Hikosaburo Okonogi (小此木 彦三郎, January 26, 1928 - November 4, 1991) was a Japanese politician who served as a member of the House of Representatives from 1969 to 1991, as Minister of International Trade and Industry from 1983 to 1984, and as Minister of Construction from 1988 to 1989.

Early life 
Okonogi was born in a political family in Yokohama and graduated from Waseda University with a degree in philosophy.

Political career 
After serving on the Yokohama City Council, Okonogi was elected to the House of Representatives in the 1969 Japanese general election, and thereafter won seven more electoral victories.
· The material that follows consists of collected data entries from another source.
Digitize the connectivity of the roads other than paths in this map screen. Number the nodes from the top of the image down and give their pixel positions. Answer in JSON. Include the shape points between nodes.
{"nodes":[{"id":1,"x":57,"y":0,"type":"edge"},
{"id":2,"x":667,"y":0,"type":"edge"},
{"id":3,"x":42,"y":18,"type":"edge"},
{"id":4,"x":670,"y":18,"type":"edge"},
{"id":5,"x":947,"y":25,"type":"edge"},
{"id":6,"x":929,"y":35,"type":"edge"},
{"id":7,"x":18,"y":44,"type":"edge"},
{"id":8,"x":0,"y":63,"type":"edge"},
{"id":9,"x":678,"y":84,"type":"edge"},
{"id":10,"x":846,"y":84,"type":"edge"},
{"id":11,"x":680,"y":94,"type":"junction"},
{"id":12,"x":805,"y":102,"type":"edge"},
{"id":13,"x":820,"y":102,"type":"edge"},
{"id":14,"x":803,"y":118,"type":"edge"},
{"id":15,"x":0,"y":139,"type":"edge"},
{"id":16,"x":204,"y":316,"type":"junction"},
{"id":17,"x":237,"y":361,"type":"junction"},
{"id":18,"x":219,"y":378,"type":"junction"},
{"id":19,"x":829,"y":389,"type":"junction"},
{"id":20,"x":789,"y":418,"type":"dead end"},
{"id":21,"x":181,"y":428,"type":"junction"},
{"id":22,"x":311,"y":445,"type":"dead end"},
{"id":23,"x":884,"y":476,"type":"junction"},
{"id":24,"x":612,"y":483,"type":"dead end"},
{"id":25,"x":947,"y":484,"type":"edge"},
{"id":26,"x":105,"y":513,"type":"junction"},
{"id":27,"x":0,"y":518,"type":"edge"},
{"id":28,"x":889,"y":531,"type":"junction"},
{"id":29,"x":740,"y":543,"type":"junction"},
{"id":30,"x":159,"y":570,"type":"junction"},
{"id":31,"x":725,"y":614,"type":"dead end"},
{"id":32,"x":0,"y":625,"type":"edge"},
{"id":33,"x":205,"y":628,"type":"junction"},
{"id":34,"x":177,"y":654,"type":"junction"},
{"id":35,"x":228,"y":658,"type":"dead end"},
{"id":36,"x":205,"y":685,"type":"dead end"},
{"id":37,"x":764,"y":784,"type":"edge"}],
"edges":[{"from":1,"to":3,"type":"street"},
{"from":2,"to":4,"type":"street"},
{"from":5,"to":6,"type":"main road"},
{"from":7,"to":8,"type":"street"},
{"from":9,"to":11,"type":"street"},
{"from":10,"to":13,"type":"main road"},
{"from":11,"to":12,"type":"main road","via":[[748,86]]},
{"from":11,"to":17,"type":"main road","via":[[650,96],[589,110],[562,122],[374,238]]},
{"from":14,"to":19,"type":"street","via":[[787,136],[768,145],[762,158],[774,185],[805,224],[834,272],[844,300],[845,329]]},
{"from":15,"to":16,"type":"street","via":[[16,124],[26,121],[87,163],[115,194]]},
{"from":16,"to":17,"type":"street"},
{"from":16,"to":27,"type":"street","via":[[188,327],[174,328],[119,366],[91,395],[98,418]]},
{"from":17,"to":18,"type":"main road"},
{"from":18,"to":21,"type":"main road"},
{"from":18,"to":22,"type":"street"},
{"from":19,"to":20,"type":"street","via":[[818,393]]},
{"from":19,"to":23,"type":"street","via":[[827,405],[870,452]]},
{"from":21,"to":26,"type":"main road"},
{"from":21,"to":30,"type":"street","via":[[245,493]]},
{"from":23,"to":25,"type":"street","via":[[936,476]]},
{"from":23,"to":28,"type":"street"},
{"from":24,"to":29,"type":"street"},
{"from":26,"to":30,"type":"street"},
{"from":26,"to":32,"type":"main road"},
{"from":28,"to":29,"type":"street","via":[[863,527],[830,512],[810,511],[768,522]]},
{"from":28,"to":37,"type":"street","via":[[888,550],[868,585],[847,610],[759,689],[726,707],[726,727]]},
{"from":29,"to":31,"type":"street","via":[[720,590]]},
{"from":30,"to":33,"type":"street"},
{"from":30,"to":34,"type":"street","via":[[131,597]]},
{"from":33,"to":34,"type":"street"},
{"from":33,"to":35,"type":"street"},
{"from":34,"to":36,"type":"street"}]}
His Diet posts included Parliamentary Vice-Minister for Transportation, Parliamentary Vice-Minister for Foreign Affairs, and Chairman of the House of Representatives Transportation Committee. His first Cabinet post came in 1983 under Prime Minister Yasuhiro Nakasone, when he was appointed Minister of International Trade and Industry.

In 1991, Okonogi served as chairman of the House of Representatives special committee overseeing electoral reform legislation that would introduce proportional representation blocs in Japanese electoral districts. He called for the withdrawal of the bill in opposition to the wishes of incumbent Prime Minister Toshiki Kaifu; Kaifu thereafter resigned.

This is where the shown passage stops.